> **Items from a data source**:
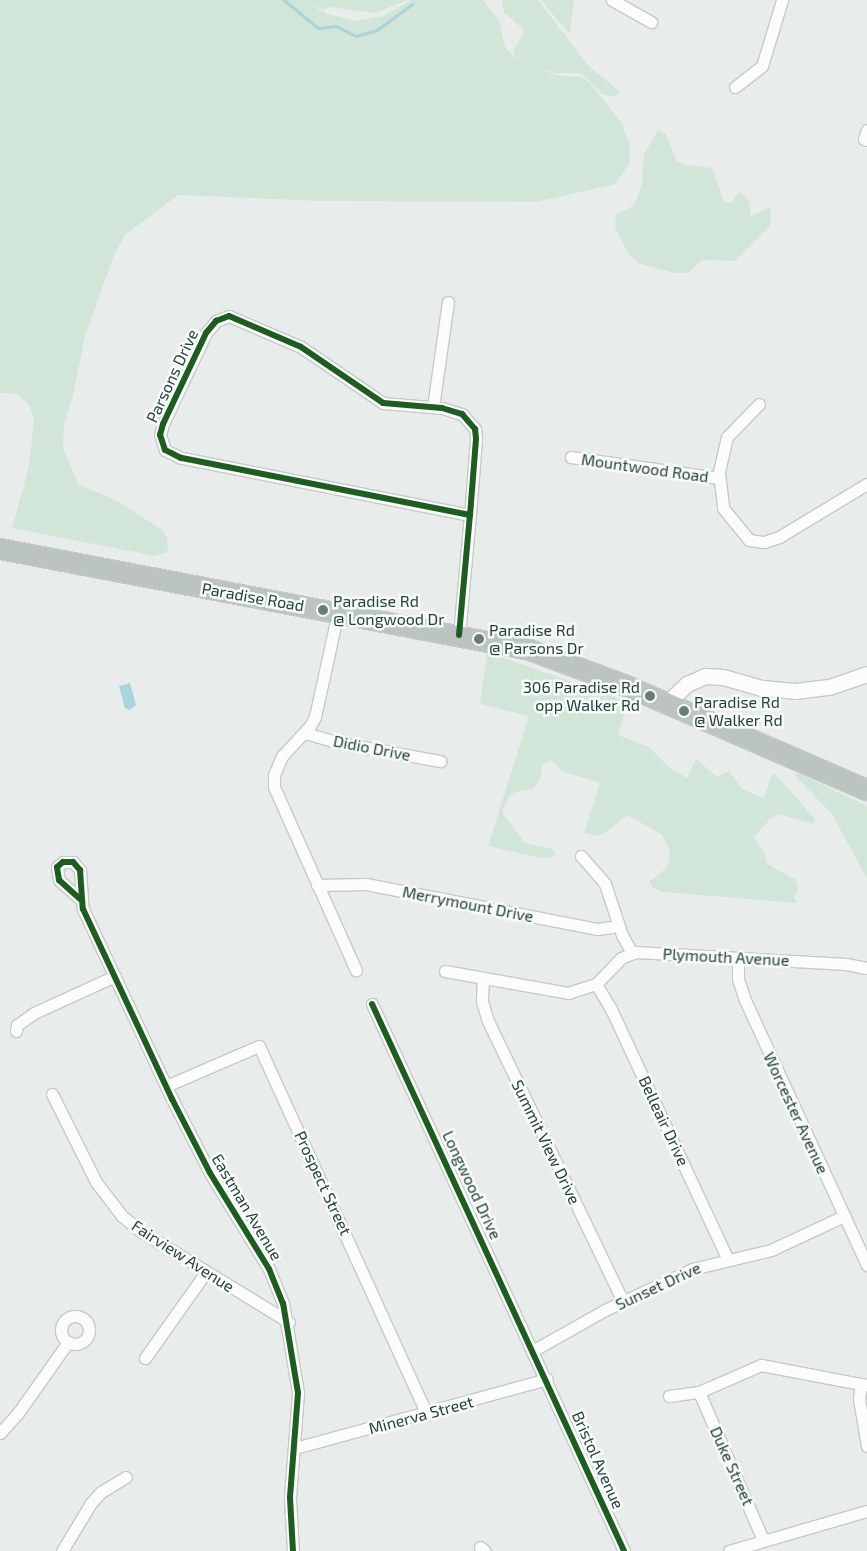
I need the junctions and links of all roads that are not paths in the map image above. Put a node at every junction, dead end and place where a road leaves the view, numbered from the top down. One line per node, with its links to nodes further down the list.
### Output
1 (612, 0): 3 (street)
2 (782, 0): 4 (street)
3 (651, 22)
4 (736, 87)
5 (867, 130): 6 (street)
6 (867, 140)
7 (448, 302): 9 (street)
8 (759, 404): 11 (street, Mountwood Road)
9 (433, 407): 13 (street, Parsons Drive); 13 (street, Parsons Drive)
10 (571, 457): 11 (street, Mountwood Road)
11 (718, 478): 12 (street, Mountwood Road)
12 (867, 484)
13 (470, 514): 16 (street, Parsons Drive)
14 (0, 549): 15 (highway, Paradise Road)
15 (338, 612): 16 (highway, Paradise Road); 19 (street)
16 (459, 635): 18 (highway, Paradise Road)
17 (867, 674): 18 (street)
18 (666, 704): 21 (highway, Paradise Road)
19 (305, 733): 20 (street, Didio Drive); 23 (street)
20 (440, 761)
21 (867, 790)
22 (581, 856): 25 (street)
23 (317, 885): 25 (street, Merrymount Drive); 29 (street)
24 (80, 899): 31 (street, Eastman Avenue)
25 (619, 926): 26 (street)
26 (632, 953): 27 (street, Plymouth Avenue); 33 (street)
27 (738, 958): 28 (street, Plymouth Avenue); 38 (street, Worcester Avenue)
28 (867, 968)
29 (356, 970)
30 (445, 971): 32 (street)
31 (115, 976): 35 (street); 36 (street, Eastman Avenue)
32 (483, 979): 33 (street); 42 (street, Summit View Drive)
33 (596, 984): 39 (street, Belleair Drive)
34 (372, 1004): 45 (street, Longwood Drive)
35 (16, 1030)
36 (166, 1086): 43 (street, Eastman Avenue); 51 (street, Prospect Street)
37 (52, 1094): 41 (street, Fairview Avenue)
38 (844, 1216): 39 (street, Sunset Drive); 40 (street, Worcester Avenue)
39 (728, 1260): 42 (street, Sunset Drive)
40 (866, 1263)
41 (206, 1272): 43 (street, Fairview Avenue); 46 (street)
42 (623, 1302): 45 (street, Sunset Drive)
43 (288, 1322): 54 (street, Eastman Avenue)
44 (68, 1342): 52 (street)
45 (534, 1350): 47 (street, Longwood Drive)
46 (145, 1358)
47 (547, 1379): 51 (street, Minerva Street); 60 (street, Bristol Avenue)
48 (864, 1385): 49 (street); 53 (street)
49 (699, 1392): 50 (street); 57 (street, Duke Street)
50 (669, 1396)
51 (427, 1415): 54 (street, Minerva Street)
52 (0, 1433)
53 (867, 1446)
54 (295, 1448): 59 (street, Eastman Avenue)
55 (126, 1477): 58 (street)
56 (867, 1511): 57 (street)
57 (764, 1540): 61 (street)
58 (62, 1551)
59 (293, 1551)
60 (624, 1551)
61 (729, 1551)

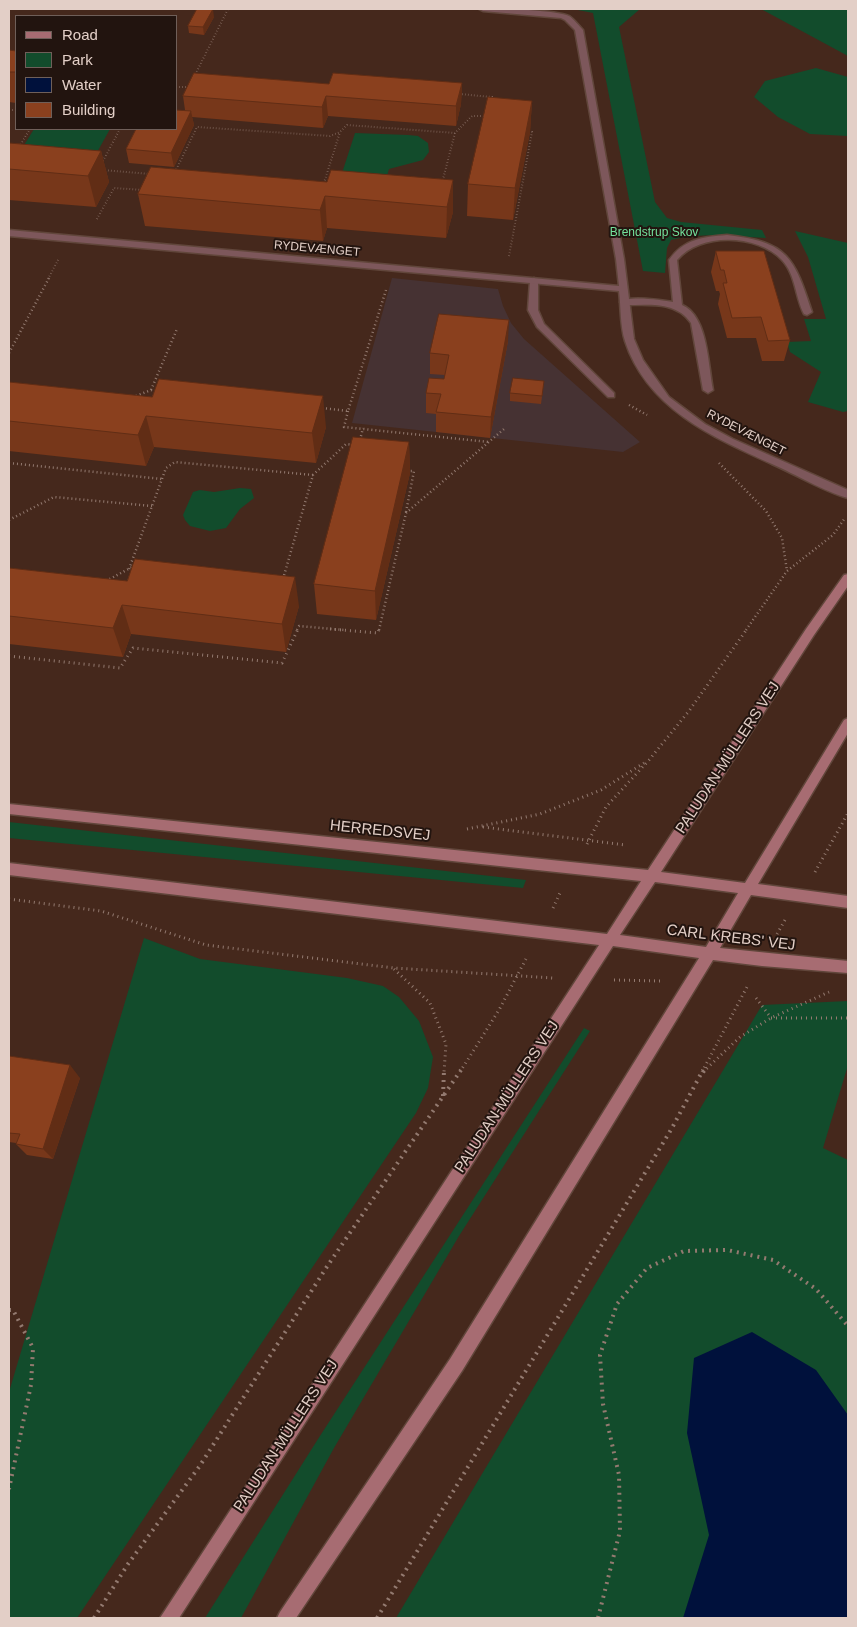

> **WHAT TO DO**:
Return every line of the data above in which "Mountwood" appears.

> **ANSWER BOX**:
8 (759, 404): 11 (street, Mountwood Road)
10 (571, 457): 11 (street, Mountwood Road)
11 (718, 478): 12 (street, Mountwood Road)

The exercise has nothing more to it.